7. Discussion and conclusions
A good calibration of numerical weather predictions relies on a comprehensive observation database. This is especially true for high-resolution precipitation forecasts. However, observation series of a sufficient spatial and temporal resolution are rarely available. Evidence has been given, which for COSMO-LEPS precipitation forecasts, a considerable improvement in skill can be achieved by relating the forecasts to a model climatology rather than to observations. This approach assumes that the recurrence time of a forecast event in the model climate is similar to the recurrence time of the event in the observation climatology. Thus, by expressing the forecast in quantiles (or return periods), existing systematic model errors are corrected while bypassing the need for observations. The calibrated forecasts show an improved reliability for all analyzed precipitation events.
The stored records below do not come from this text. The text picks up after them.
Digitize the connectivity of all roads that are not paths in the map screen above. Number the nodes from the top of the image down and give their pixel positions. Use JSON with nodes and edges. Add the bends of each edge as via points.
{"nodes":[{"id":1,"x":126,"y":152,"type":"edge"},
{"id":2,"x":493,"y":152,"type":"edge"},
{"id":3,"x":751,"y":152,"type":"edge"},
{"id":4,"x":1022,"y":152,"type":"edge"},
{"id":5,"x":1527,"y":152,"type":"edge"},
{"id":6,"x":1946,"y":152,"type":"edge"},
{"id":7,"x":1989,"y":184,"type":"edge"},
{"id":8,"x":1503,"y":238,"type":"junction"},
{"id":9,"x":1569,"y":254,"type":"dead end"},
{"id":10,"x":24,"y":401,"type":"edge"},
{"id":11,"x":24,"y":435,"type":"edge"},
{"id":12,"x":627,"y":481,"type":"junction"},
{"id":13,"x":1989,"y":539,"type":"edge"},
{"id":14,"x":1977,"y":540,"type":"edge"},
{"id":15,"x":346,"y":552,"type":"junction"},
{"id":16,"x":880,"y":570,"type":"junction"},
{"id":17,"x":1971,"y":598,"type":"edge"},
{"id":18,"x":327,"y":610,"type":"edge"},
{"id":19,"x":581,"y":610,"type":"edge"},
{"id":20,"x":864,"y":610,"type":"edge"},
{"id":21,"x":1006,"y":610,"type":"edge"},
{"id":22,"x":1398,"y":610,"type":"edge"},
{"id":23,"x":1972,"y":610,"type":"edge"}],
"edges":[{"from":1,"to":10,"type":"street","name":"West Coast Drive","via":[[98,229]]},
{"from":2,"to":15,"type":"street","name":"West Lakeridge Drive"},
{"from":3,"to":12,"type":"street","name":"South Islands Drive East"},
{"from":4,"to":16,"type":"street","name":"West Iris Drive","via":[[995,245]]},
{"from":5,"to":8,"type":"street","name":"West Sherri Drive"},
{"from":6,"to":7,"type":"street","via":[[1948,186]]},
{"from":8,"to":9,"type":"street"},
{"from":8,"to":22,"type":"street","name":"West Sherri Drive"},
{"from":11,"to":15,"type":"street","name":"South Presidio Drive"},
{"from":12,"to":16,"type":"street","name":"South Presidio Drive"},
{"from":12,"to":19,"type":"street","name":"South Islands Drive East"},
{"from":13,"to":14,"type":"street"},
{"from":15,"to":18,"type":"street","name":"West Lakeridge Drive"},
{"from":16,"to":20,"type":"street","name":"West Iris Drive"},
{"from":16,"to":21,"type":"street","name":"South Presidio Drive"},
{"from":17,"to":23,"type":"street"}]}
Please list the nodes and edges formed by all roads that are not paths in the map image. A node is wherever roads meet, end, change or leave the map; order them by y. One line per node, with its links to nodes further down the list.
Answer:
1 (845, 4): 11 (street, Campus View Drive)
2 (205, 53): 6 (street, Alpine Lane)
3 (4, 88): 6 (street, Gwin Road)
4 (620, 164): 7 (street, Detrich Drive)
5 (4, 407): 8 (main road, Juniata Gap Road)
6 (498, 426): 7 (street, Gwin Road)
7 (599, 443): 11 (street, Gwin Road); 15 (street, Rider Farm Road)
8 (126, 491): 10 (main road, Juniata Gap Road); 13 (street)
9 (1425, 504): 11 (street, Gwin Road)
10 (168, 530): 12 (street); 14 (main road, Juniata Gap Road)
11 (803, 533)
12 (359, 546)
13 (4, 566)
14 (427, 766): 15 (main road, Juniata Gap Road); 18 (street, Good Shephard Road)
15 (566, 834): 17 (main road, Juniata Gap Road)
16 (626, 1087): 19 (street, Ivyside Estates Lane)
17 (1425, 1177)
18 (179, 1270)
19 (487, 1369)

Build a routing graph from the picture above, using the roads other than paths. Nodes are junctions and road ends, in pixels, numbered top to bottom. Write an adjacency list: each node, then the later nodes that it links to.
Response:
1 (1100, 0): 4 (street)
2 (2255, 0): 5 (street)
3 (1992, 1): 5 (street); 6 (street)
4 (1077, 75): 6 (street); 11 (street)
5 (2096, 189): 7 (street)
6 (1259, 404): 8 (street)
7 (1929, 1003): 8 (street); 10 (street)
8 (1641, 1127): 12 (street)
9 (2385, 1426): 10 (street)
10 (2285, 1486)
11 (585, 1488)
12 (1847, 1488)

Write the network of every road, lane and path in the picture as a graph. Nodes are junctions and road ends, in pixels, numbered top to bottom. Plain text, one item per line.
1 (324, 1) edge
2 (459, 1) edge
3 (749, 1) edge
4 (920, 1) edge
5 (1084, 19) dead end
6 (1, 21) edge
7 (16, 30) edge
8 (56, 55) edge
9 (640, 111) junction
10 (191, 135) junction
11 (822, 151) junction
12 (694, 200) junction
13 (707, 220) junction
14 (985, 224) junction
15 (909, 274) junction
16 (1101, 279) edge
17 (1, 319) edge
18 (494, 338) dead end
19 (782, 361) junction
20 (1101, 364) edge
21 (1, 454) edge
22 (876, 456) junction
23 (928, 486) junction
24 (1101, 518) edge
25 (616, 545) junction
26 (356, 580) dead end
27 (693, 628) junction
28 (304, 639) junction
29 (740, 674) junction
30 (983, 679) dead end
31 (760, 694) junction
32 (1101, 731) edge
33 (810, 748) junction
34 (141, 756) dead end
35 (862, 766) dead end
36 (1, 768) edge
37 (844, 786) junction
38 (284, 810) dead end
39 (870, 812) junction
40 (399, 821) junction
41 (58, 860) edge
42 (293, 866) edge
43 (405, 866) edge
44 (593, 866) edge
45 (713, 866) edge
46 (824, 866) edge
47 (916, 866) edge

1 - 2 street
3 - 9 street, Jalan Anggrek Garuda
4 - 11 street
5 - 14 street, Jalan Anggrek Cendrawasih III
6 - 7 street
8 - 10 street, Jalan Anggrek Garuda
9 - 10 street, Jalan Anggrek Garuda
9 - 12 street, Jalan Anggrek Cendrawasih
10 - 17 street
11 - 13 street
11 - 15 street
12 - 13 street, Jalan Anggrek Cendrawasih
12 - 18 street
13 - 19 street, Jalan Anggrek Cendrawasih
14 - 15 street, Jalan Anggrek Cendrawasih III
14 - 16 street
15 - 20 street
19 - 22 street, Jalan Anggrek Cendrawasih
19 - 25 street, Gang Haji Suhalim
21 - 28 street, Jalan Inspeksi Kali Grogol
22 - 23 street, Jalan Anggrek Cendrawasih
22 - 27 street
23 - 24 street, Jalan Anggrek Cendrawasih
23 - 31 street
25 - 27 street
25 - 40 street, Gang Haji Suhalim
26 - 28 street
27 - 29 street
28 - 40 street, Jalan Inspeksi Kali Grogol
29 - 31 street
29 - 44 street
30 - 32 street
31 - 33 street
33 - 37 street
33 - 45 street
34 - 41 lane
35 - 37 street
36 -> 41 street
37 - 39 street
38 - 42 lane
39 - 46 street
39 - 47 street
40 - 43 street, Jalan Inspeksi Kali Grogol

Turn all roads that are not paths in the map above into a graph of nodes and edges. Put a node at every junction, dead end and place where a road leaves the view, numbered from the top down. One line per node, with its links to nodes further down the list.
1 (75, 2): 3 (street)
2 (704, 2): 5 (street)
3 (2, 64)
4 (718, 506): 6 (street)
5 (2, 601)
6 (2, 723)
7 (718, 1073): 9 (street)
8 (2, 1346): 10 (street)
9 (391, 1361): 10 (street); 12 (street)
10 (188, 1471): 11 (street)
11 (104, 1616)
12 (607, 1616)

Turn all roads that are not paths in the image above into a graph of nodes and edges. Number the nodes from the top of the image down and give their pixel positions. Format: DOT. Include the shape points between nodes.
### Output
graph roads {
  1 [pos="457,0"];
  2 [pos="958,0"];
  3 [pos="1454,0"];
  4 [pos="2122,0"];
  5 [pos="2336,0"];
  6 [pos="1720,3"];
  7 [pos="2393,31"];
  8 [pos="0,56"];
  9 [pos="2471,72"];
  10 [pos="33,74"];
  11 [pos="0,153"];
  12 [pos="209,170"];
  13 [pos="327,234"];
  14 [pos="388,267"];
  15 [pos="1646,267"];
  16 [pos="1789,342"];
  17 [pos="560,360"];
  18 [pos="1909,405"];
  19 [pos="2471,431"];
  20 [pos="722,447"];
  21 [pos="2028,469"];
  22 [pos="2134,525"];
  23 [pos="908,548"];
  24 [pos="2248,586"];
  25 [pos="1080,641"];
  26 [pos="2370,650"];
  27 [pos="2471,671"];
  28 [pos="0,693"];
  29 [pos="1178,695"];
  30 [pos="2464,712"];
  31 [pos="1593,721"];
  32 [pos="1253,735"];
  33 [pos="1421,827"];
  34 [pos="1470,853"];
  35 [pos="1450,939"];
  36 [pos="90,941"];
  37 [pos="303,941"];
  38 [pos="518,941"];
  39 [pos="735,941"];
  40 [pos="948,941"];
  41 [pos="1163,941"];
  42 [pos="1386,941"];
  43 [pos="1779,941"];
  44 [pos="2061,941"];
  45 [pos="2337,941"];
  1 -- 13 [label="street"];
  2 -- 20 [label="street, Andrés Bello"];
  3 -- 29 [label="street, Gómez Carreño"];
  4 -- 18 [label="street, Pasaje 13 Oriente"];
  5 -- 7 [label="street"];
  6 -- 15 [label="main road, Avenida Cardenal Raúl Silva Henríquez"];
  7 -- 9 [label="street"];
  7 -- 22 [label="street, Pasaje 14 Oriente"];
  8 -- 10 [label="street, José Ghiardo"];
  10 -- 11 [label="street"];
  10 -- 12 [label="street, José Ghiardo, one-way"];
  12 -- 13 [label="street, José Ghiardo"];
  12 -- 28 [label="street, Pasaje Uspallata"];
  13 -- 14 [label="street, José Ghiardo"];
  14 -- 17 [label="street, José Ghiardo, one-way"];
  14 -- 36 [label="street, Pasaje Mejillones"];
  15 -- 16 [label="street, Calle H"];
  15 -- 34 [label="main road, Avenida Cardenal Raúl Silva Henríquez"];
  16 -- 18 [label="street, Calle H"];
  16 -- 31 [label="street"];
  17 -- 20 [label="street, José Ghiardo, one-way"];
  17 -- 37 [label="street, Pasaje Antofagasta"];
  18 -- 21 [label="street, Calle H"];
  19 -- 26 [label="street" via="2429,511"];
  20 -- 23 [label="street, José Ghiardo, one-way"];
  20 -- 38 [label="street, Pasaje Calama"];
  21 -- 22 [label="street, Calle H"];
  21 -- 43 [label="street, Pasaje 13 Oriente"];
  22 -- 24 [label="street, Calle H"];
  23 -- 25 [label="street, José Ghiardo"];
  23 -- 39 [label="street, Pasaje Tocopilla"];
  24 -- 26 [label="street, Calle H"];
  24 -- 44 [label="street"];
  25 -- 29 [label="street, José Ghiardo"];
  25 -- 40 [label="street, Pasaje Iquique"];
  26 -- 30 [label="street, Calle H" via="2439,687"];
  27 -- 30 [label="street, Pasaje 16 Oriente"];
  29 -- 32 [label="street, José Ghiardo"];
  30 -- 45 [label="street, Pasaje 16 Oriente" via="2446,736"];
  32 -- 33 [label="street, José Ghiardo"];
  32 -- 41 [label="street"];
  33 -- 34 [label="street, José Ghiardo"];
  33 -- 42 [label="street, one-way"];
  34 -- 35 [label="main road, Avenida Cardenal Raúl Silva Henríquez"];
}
The computational costs of establishing a model climatology of reforecasts are considerable and have been identified as a major drawback of this calibration method. The sensitivity of the calibration performance on the length of the underlying model climatology has been analyzed by means of two different studies. First, in varying the window width of the time series the calibration is based on a subset of about 30 days around the actual forecast day has been found to be a good compromise of gaining forecast skill and being able to start the calibration as soon as possible after a change in the NWP model. Second, the effect of reducing the number of years of reforecasts used for calibration was investigated. It has been shown that the potential of saving computational effort is highly dependent on the event’s threshold the forecast user is interested in. If an accurately calibrated model is required for relatively low event thresholds, a small set of reforecast is sufficient. Users requiring well-calibrated forecasts of rare events should also invest into creating a larger model climatology. Here, we have shown that about 20 yr of reforecasts are sufficient to improve the forecast skill for all considered thresholds.
The considerable improvement in forecast skill when calibrating even with a small climatology should motivate operational weather services to invest in the production of reforecasts. The method to calibrate the forecasts can be implemented easily in the operational forecast cycle and, as it does not require any observational data, every forecast parameter can be calibrated over the entire model domain. However, the effectiveness of the presented calibration for other parameters besides precipitation remains to be shown and the presentation of a forecast in form of return periods will not be reasonable for every parameter.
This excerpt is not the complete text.